The first is that it cannot run inside a transaction. Most migration frameworks wrap migrations in a transaction by default. You have to tell the framework not to. In Prisma, this means writing the migration as a raw SQL file with the right annotation. In Rails, you set disable_ddl_transaction!. In every framework, it is one line of config and forgetting it makes the migration fail loudly.

The second is that CREATE INDEX CONCURRENTLY can fail partway and leave an invalid index sitting on the table. If that happens, the index exists but is marked invalid and will not be used by queries. You have to drop the invalid index and try again. Always check the state of an index after building it:

SELECT indexrelid::regclass, indisvalid
FROM pg_index
WHERE indrelid = 'users'::regclass;

If any indisvalid is false, drop that index and rebuild.

Changing A Column Type Without Rewriting The Table

Some type changes are free. VARCHAR(50) to VARCHAR(100) is free. INTEGER to BIGINT is not free, it rewrites the table. TEXT to INTEGER is definitely not free.

The expansion-and-contract pattern works for type changes too:

Add a new column with the target type.
Dual-write to both the old column and the new column, casting the value on the way in.
Backfill historical rows in batches.
Switch reads to the new column.
Drop the old column. Rename the new column to the old name (this is metadata-only).

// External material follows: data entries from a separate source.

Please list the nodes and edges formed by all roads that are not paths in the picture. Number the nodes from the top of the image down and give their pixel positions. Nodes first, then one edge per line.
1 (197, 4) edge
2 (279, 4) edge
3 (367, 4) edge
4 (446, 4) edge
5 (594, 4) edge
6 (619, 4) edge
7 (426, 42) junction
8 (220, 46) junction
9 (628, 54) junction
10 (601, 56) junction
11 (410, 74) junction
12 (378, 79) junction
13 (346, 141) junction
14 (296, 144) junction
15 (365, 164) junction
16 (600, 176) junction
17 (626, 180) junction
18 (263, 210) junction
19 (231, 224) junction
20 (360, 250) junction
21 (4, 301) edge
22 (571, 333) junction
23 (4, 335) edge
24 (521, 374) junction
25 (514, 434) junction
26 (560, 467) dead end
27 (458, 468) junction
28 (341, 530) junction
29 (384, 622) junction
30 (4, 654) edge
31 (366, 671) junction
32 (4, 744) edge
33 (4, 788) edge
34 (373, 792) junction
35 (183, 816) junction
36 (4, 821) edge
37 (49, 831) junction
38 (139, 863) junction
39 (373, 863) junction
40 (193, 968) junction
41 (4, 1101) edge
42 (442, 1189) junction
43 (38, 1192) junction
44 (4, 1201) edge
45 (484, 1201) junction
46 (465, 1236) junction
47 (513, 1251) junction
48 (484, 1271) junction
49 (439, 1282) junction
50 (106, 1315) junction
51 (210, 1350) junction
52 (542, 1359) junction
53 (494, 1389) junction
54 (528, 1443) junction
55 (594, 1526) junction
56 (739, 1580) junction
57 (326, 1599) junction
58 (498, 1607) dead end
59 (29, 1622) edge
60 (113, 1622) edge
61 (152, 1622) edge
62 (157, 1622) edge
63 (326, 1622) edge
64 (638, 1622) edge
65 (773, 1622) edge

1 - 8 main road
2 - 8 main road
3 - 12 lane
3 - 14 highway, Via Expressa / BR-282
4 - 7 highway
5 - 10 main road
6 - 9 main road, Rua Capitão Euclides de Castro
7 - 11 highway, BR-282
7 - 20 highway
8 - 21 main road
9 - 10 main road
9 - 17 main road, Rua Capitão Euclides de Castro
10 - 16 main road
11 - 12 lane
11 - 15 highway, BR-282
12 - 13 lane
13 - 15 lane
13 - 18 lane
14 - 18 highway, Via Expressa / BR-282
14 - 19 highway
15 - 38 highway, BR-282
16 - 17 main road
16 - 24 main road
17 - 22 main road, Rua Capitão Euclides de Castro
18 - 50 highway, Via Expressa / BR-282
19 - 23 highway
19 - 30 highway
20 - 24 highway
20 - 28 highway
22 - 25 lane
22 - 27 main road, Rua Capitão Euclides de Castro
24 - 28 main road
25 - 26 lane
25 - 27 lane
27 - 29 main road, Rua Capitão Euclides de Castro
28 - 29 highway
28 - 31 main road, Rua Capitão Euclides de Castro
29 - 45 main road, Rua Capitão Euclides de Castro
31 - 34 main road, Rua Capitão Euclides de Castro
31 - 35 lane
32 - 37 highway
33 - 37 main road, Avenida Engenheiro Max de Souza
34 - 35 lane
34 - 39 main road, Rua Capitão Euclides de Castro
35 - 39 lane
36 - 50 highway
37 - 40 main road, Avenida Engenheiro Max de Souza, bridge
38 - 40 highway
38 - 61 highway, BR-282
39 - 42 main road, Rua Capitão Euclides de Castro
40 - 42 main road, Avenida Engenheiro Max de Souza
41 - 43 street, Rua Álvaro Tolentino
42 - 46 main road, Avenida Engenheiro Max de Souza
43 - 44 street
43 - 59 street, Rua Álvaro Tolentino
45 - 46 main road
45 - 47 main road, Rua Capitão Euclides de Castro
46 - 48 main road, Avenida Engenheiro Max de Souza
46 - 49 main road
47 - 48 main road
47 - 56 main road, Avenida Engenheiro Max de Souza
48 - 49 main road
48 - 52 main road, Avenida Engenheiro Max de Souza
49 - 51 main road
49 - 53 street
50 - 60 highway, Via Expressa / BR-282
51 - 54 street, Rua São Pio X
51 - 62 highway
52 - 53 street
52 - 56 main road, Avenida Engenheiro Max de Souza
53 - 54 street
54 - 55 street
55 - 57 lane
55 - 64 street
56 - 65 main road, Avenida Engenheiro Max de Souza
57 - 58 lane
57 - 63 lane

The "rename to the old name" step is what makes this transparent to the rest of the application. By the end, the column name is the same, the type is different, and there was no table rewrite.

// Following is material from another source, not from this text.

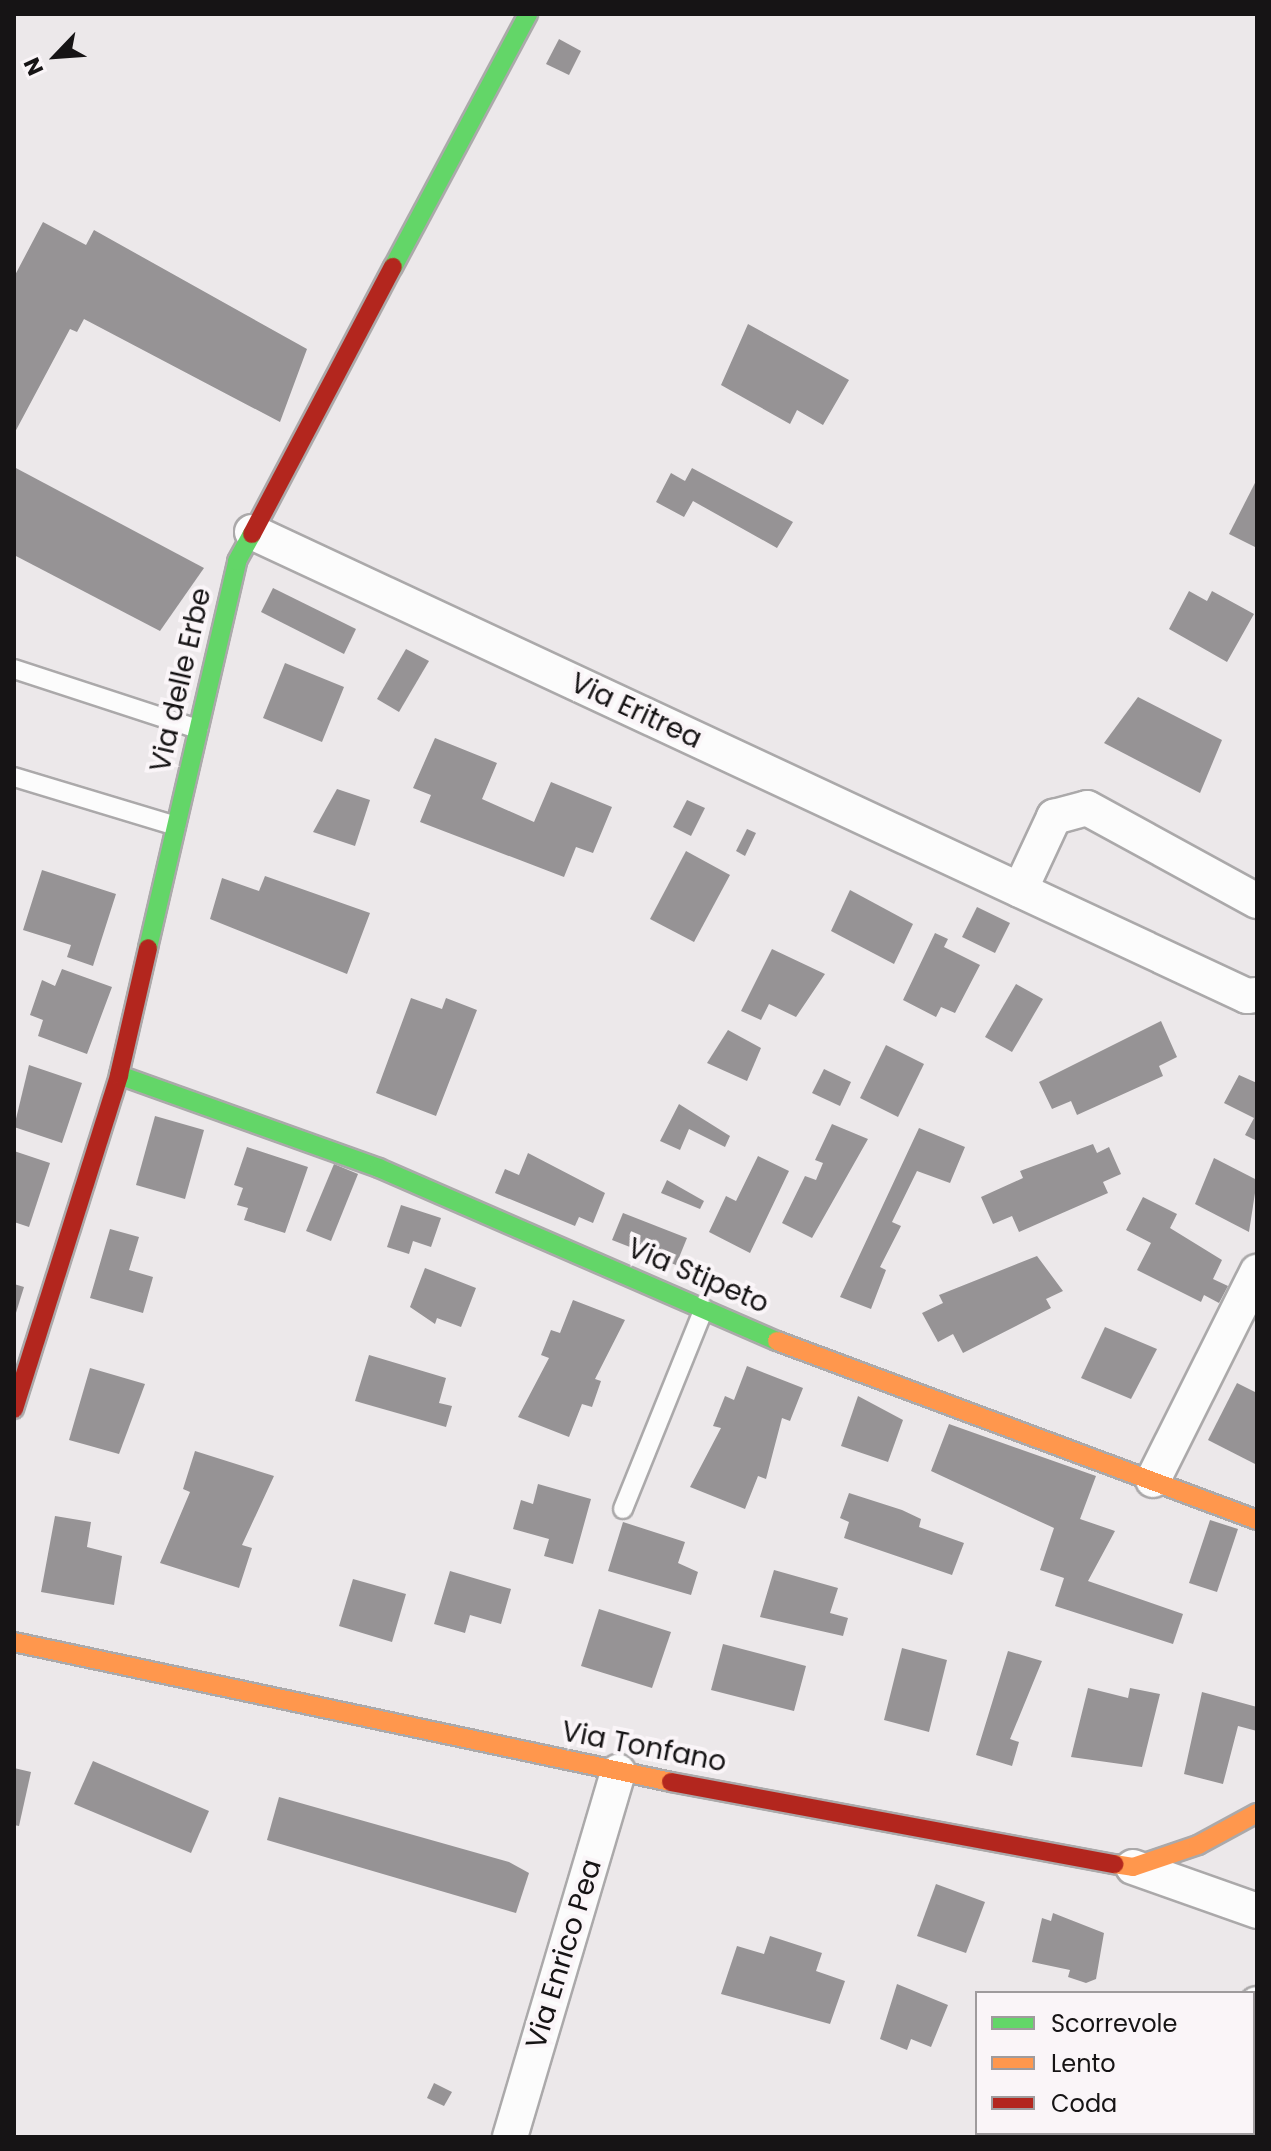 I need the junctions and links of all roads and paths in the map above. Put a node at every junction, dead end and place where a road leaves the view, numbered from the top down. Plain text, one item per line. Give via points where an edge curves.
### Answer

For columns that need to grow from INTEGER to BIGINT (because you ran out of auto-increment space), this pattern is the standard answer. Doing it the naive way on a billion-row table is a multi-hour outage.

Constraints Without Lock Storms

Adding a NOT NULL constraint on an existing column without taking a long lock requires a two-step:

-- Step 1: add the constraint as NOT VALID
ALTER TABLE users
  ADD CONSTRAINT users_email_not_null
  CHECK (email IS NOT NULL) NOT VALID;

-- Step 2: validate the constraint without an exclusive lock
ALTER TABLE users VALIDATE CONSTRAINT users_email_not_null;

The NOT VALID part tells Postgres "trust me, future writes will satisfy this, but do not check the existing rows yet." That part is fast and only locks briefly. The VALIDATE step scans the table but does so without blocking reads or writes.

Once the constraint is validated, you can convert it to a proper NOT NULL on the column itself if you want. In Postgres 12 and later, you can do this without rewriting the table because Postgres knows the check constraint already proved every row is non-null.

The same pattern works for FOREIGN KEY constraints. Add as NOT VALID, then VALIDATE separately. Splitting the operation into the cheap declaration and the slower scan is how you keep production responsive.

For UNIQUE constraints, the trick is to build the underlying index CONCURRENTLY, then attach the constraint to it:

CREATE UNIQUE INDEX CONCURRENTLY idx_users_email_unique ON users (email);
ALTER TABLE users ADD CONSTRAINT users_email_unique UNIQUE USING INDEX idx_users_email_unique;

The constraint creation in the second step is metadata-only because the index already exists. Zero downtime.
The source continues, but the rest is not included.